**About this task:** Exact wording is required: transcribe all the entries and leave the images out.

((

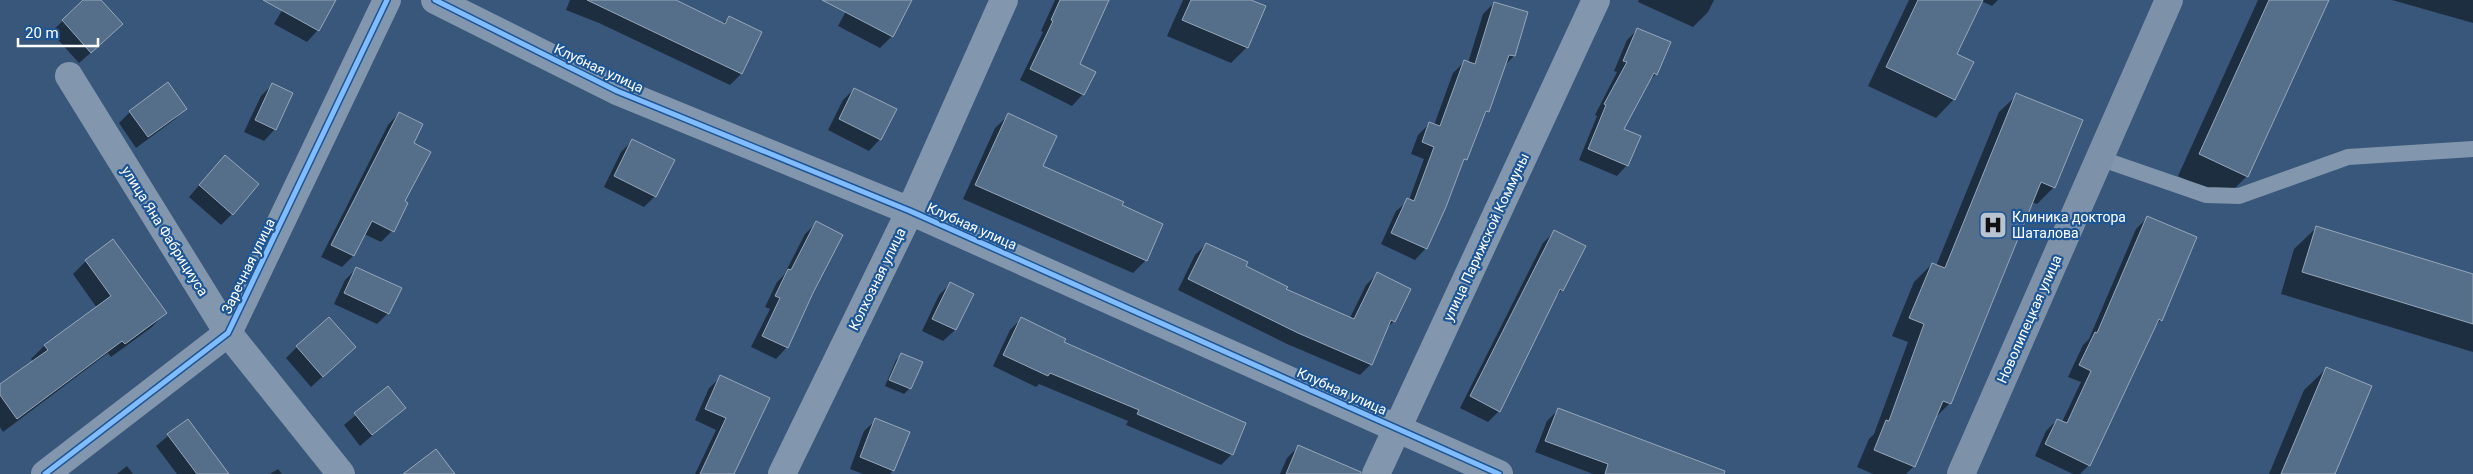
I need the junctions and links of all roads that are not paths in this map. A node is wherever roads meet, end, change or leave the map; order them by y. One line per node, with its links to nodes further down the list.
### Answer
1 (387, 0): 10 (street, Заречная улица)
2 (435, 0): 9 (street, Клубная улица)
3 (1004, 0): 9 (street, Колхозная улица)
4 (1596, 0): 11 (street, улица Парижской Коммуны)
5 (2169, 0): 8 (street, Новолипецкая улица)
6 (69, 76): 10 (street, улица Яна Фабрициуса)
7 (2473, 149): 8 (lane)
8 (2100, 158): 17 (street, Новолипецкая улица)
9 (910, 211): 11 (street, Клубная улица); 14 (street, Колхозная улица)
10 (228, 333): 12 (street, Заречная улица); 13 (street, улица Яна Фабрициуса)
11 (1398, 428): 15 (street, улица Парижской Коммуны); 16 (street, Клубная улица)
12 (45, 474)
13 (341, 474)
14 (782, 474)
15 (1376, 474)
16 (1499, 474)
17 (1961, 474)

))

**Response for this exercise:**
I need the junctions and links of all roads that are not paths in this map. A node is wherever roads meet, end, change or leave the map; order them by y. One line per node, with its links to nodes further down the list.
### Answer
1 (387, 0): 10 (street, Заречная улица)
2 (435, 0): 9 (street, Клубная улица)
3 (1004, 0): 9 (street, Колхозная улица)
4 (1596, 0): 11 (street, улица Парижской Коммуны)
5 (2169, 0): 8 (street, Новолипецкая улица)
6 (69, 76): 10 (street, улица Яна Фабрициуса)
7 (2473, 149): 8 (lane)
8 (2100, 158): 17 (street, Новолипецкая улица)
9 (910, 211): 11 (street, Клубная улица); 14 (street, Колхозная улица)
10 (228, 333): 12 (street, Заречная улица); 13 (street, улица Яна Фабрициуса)
11 (1398, 428): 15 (street, улица Парижской Коммуны); 16 (street, Клубная улица)
12 (45, 474)
13 (341, 474)
14 (782, 474)
15 (1376, 474)
16 (1499, 474)
17 (1961, 474)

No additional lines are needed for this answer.